# SC-Special needs Golden Mix needs donations!!



## Karen519 (Aug 21, 2006)

Subject: FW: Clarendon County S.C.Another litle special need s girl that has no use of her babk legs..Can someone help? 


http://www.petfinder.com/pet-search?shelterid=SC219




there is another little special needs girl in Clarendon County, S.C. that has no use of her back legs either and needs a place that can help her too!!!!Please read her story and if those that offered to help the dog dragging her legs , maybe you can help this one too!! Please crosspost..Hope



Maddy 

Golden Retriever [Mix] 
Large Young Female Dog Pet ID: 1928042-09-5364 


Click to see
full size





Printer friendly 

Email a friend 

Enlarge photo 

More About Maddy
*'Hi, I'm Maddy!
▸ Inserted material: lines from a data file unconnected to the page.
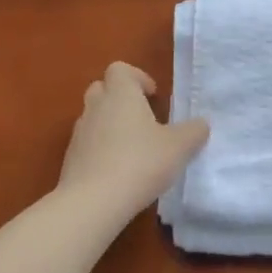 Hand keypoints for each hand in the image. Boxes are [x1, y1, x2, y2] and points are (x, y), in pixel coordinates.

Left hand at [56, 62, 208, 223]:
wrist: (92, 203)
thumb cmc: (140, 163)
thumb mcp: (179, 147)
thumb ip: (194, 132)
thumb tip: (201, 124)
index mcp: (121, 94)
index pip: (120, 69)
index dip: (137, 77)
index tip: (153, 96)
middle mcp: (96, 107)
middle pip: (102, 88)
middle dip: (120, 98)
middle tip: (142, 118)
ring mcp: (79, 133)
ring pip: (93, 117)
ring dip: (109, 124)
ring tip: (132, 148)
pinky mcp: (70, 159)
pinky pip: (86, 144)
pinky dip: (100, 149)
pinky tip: (117, 171) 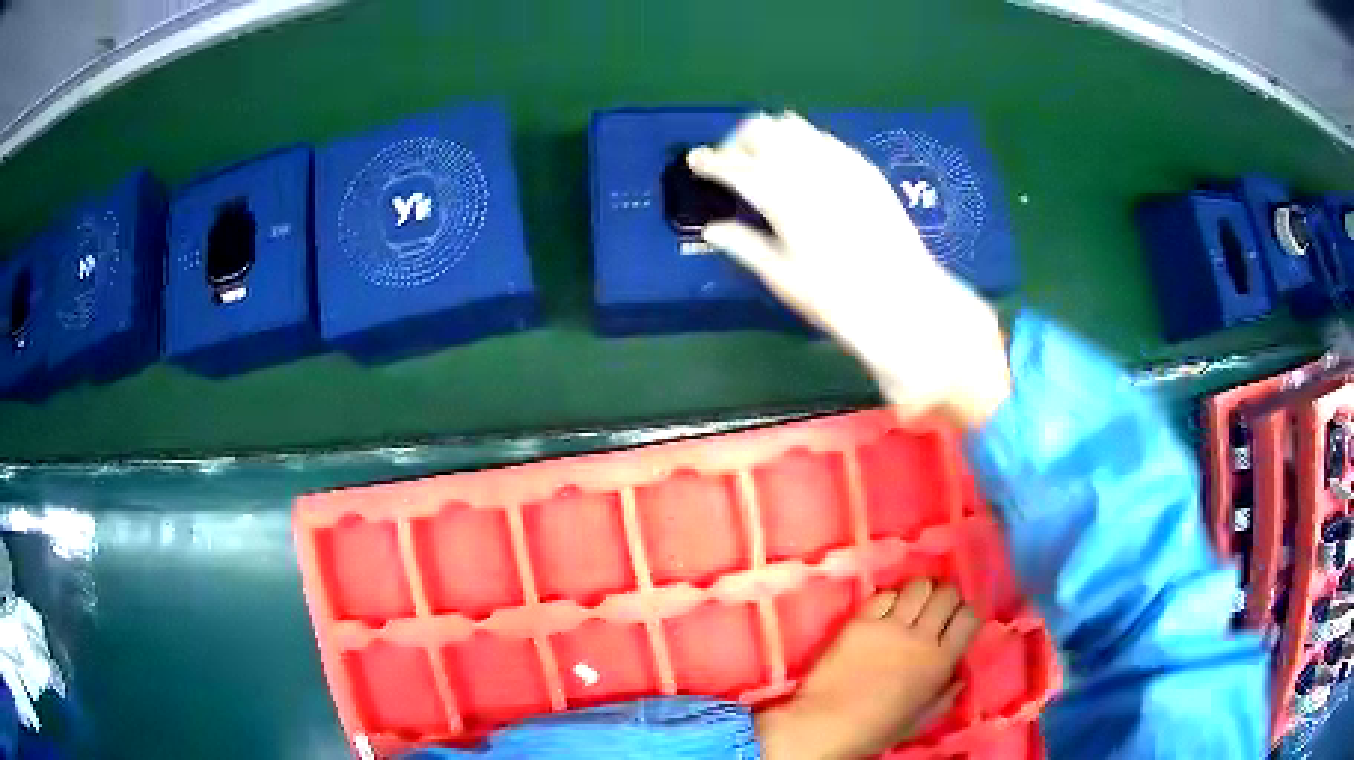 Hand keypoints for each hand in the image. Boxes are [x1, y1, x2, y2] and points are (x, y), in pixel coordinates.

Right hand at [688, 112, 1010, 428]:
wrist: (905, 301)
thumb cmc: (838, 299)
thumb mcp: (783, 278)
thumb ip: (744, 245)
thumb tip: (711, 229)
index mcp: (783, 197)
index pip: (735, 166)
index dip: (710, 161)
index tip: (695, 162)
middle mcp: (810, 168)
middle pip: (762, 129)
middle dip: (739, 141)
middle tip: (732, 165)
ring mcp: (842, 164)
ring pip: (795, 126)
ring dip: (772, 136)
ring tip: (766, 162)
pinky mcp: (865, 168)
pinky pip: (825, 139)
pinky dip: (804, 143)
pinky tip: (806, 168)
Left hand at [754, 580, 980, 759]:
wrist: (826, 724)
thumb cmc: (877, 730)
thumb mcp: (922, 720)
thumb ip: (945, 696)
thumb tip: (959, 677)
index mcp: (941, 662)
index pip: (969, 616)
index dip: (965, 614)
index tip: (955, 621)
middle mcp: (921, 637)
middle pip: (947, 594)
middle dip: (945, 597)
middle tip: (934, 609)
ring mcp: (890, 626)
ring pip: (918, 586)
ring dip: (919, 592)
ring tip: (910, 605)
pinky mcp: (860, 621)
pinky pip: (884, 595)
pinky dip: (888, 599)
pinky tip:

As you can all see, I am a special needs puppy. I have been at the shelter since I was 7 days old. As I began to walk, the workers at the shelter noticed that my back legs were not working as they should. I have seen a few vets; and, because I am growing, my back legs are getting worse.* I am losing feeling, and it is hard to control my back legs. The shelter where I live is a donation-only shelter and doesn't have the funds to treat me. The vets that I have seen are now saying I need a wheelchair! I know, I'm so young! The only good thing is that I don't have to have any surgeries to get my wheelchair; the bad thing is that the shelter needs help to raise money for my new wheels. I know times are tough, but I really am worth it and I would greatly appreciate anything that you can do ! Please go to http://asecondchanceanimalshelter.chipin.com/maddysfund to make a donation. I have a great sponser now, who has graciously donated to my medical care. But as everyone knows medical bills can become overwhelming to anyone. I have had many test done and more to due, I have also been to North Carolina. All that medical treatments add up and I could really use some more sponsers to help with the medical bills. Thank you in advance for everything you do and remember every little bit gets us a step closer to our goal. Thank you again. 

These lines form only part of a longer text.